**ASSIGNMENT:**
Each line in the records that mentions the word "Antwerpsesteenweg" needs to be listed.
╭─ MATERIAL SHOWN
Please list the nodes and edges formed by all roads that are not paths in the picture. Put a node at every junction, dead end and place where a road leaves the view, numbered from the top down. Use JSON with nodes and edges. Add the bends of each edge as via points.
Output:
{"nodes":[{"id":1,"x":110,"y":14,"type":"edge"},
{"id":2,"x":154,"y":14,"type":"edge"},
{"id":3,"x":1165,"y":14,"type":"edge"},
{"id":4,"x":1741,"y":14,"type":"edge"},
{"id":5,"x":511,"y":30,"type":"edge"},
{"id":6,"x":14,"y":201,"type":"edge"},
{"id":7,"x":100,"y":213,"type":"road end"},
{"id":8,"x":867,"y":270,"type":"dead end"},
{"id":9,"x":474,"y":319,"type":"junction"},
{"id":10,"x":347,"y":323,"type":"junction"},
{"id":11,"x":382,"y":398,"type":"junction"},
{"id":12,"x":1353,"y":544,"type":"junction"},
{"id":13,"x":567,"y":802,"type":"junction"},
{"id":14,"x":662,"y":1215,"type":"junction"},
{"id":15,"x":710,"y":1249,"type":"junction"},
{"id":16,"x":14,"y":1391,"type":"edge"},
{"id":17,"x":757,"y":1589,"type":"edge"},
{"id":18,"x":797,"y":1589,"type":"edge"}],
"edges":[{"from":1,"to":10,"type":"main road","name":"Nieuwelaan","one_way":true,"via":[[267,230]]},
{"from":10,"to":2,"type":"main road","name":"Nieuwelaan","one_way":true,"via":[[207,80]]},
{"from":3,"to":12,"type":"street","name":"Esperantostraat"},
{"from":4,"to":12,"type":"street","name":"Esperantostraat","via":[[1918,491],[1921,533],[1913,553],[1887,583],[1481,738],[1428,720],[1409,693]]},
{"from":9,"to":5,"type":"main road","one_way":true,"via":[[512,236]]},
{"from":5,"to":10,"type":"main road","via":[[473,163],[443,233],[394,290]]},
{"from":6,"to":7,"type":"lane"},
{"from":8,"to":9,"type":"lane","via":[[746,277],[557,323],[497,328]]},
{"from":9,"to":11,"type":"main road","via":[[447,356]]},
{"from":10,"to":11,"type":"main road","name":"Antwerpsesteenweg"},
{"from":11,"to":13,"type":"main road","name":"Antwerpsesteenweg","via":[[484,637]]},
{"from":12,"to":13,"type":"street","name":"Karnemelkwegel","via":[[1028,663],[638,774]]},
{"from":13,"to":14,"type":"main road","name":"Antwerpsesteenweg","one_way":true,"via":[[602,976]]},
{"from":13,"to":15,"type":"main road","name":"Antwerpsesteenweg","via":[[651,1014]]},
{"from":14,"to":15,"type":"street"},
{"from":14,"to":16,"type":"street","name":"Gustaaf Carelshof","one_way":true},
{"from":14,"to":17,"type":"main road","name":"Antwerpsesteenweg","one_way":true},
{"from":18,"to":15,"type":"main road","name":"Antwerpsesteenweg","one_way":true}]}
╰─
**RESPONSE BELOW:**
{"from":10,"to":11,"type":"main road","name":"Antwerpsesteenweg"},
{"from":11,"to":13,"type":"main road","name":"Antwerpsesteenweg","via":[[484,637]]},
{"from":13,"to":14,"type":"main road","name":"Antwerpsesteenweg","one_way":true,"via":[[602,976]]},
{"from":13,"to":15,"type":"main road","name":"Antwerpsesteenweg","via":[[651,1014]]},
{"from":14,"to":17,"type":"main road","name":"Antwerpsesteenweg","one_way":true},
{"from":18,"to":15,"type":"main road","name":"Antwerpsesteenweg","one_way":true}]}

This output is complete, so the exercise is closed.